/---

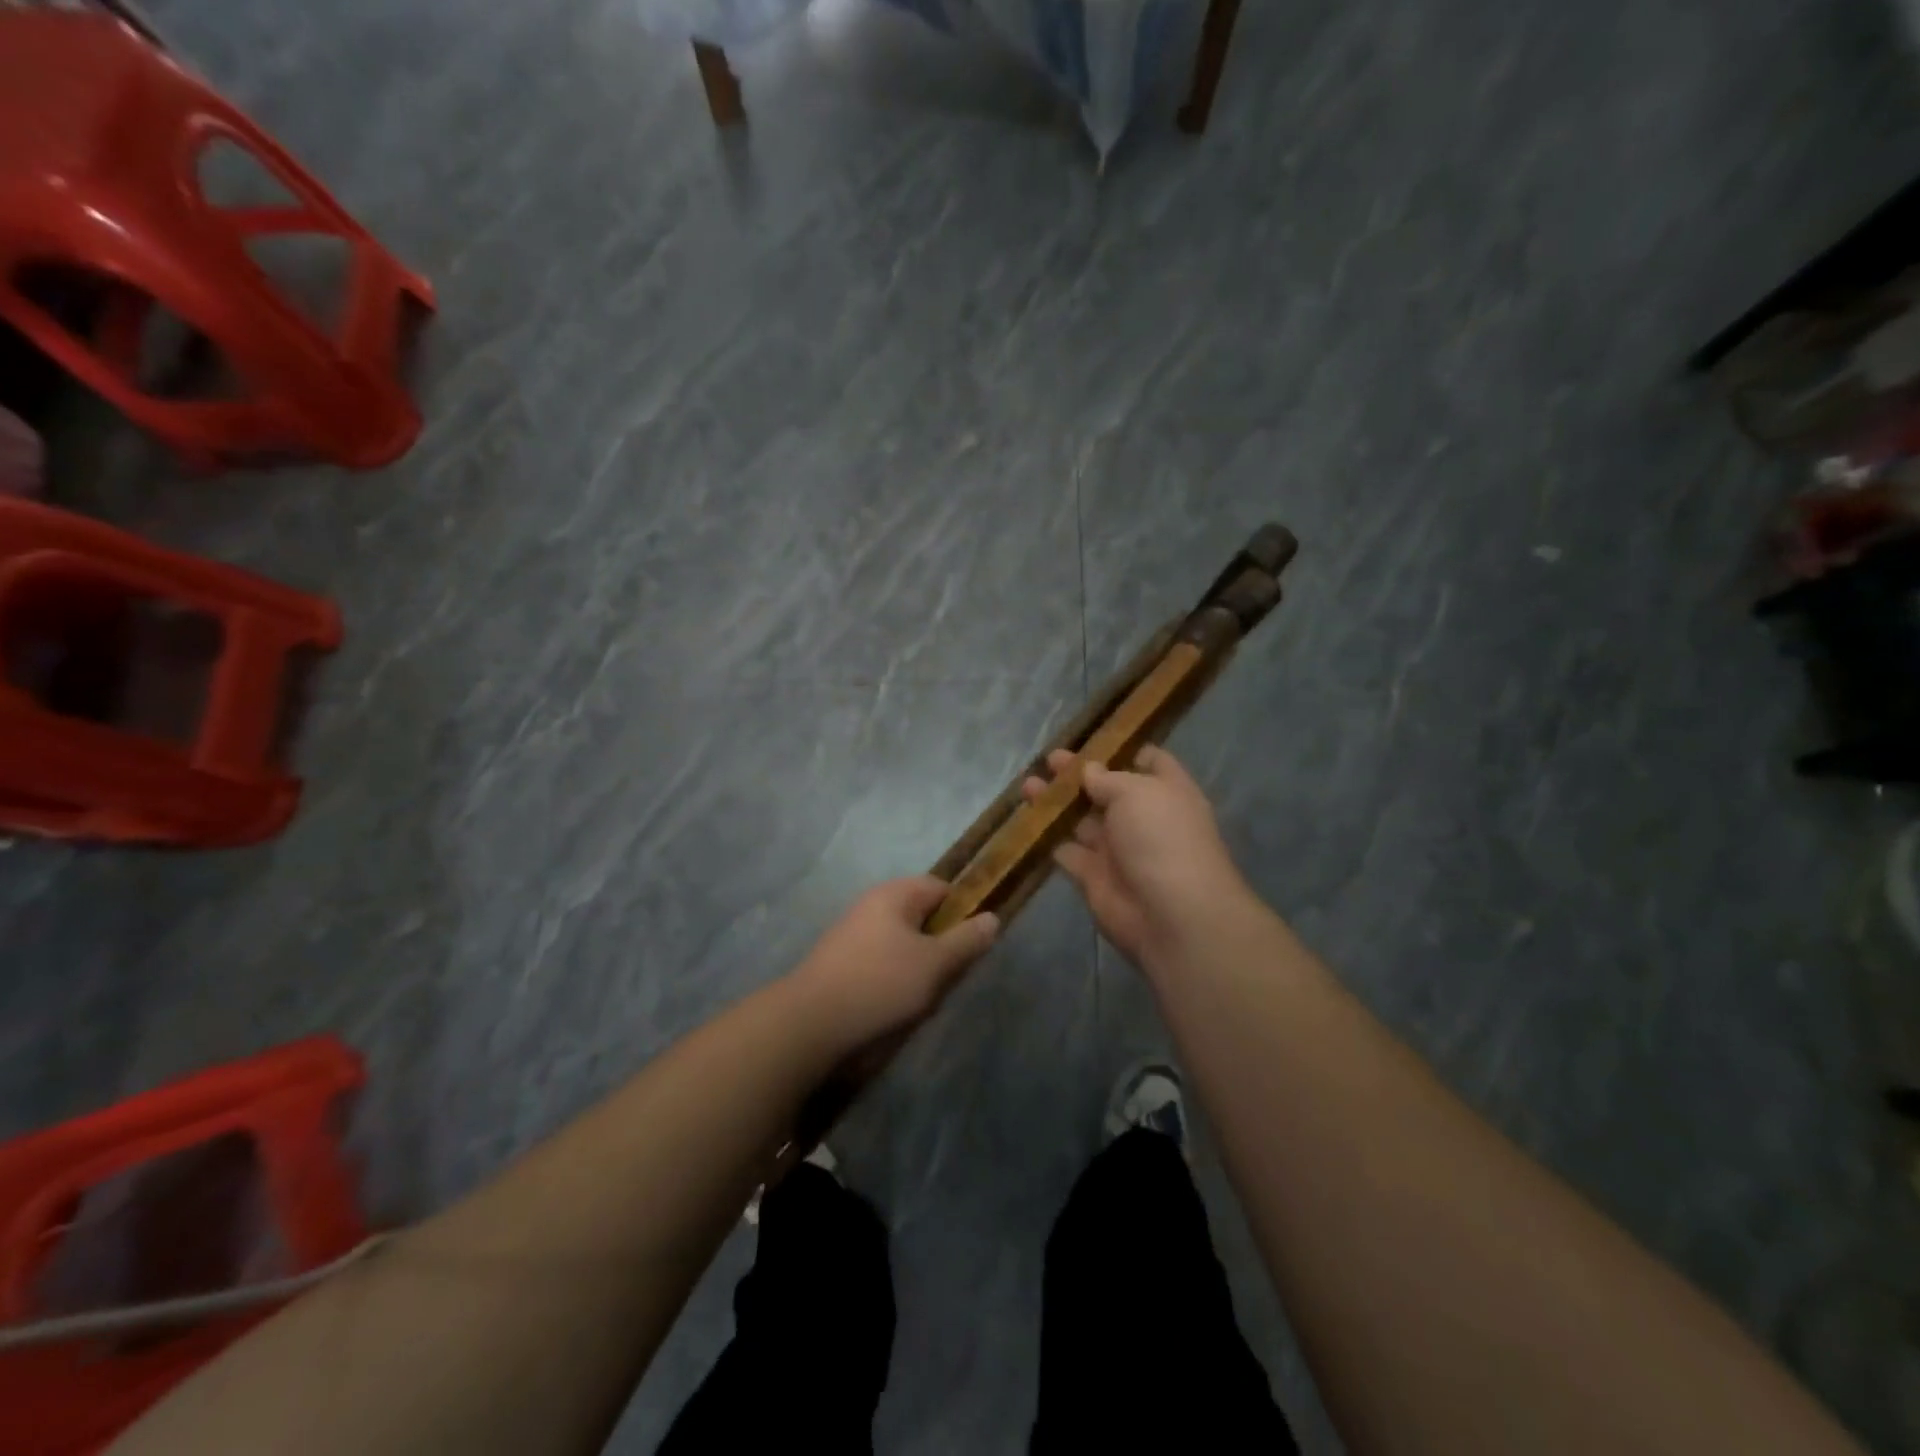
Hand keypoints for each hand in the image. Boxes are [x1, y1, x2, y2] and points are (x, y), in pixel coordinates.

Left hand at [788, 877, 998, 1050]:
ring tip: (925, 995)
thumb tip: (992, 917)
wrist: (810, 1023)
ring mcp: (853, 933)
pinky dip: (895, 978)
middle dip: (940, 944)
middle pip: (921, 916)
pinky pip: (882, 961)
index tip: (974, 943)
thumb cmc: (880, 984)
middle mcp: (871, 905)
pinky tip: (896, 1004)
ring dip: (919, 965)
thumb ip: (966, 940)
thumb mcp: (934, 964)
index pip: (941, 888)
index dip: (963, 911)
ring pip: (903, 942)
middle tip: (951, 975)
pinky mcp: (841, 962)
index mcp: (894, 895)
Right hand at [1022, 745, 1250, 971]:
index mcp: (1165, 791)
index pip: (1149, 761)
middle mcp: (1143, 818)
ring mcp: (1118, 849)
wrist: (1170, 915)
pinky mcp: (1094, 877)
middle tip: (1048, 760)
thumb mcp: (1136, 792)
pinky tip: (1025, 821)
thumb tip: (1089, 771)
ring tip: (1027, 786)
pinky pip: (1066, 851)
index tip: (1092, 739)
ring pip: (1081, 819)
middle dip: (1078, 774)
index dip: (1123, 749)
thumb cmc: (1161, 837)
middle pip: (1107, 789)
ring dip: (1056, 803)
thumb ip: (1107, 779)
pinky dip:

\---

• [TASK REQUIREMENTS] Give the listing above again in its entirety, exactly as written and free of images.

• [RESULT OF THE TASK]
Hand keypoints for each hand in the image. Boxes are [x1, y1, x2, y2] and points are (x, y), in pixel coordinates.

Left hand at [788, 877, 998, 1050]:
ring tip: (925, 995)
thumb tip: (992, 917)
wrist: (810, 1023)
ring mcp: (853, 933)
pinky dip: (895, 978)
middle dip: (940, 944)
middle pip: (921, 916)
pinky pip: (882, 961)
index tip: (974, 943)
thumb cmc: (880, 984)
middle mcp: (871, 905)
pinky tip: (896, 1004)
ring dip: (919, 965)
thumb ip: (966, 940)
thumb mcp: (934, 964)
index pip: (941, 888)
index dip: (963, 911)
ring pip: (903, 942)
middle tip: (951, 975)
pinky mcp: (841, 962)
index mcp: (894, 895)
Right hand at [1022, 745, 1250, 971]:
index mcp: (1165, 791)
index pip: (1149, 761)
middle mcp: (1143, 818)
ring mcp: (1118, 849)
wrist: (1170, 915)
pinky mcp: (1094, 877)
middle tip: (1048, 760)
thumb mcp: (1136, 792)
pinky tip: (1025, 821)
thumb tip: (1089, 771)
ring tip: (1027, 786)
pinky pip: (1066, 851)
index tip: (1092, 739)
ring pip: (1081, 819)
middle dip: (1078, 774)
index dip: (1123, 749)
thumb cmc: (1161, 837)
middle pip: (1107, 789)
ring dip: (1056, 803)
thumb ip: (1107, 779)
pinky dip:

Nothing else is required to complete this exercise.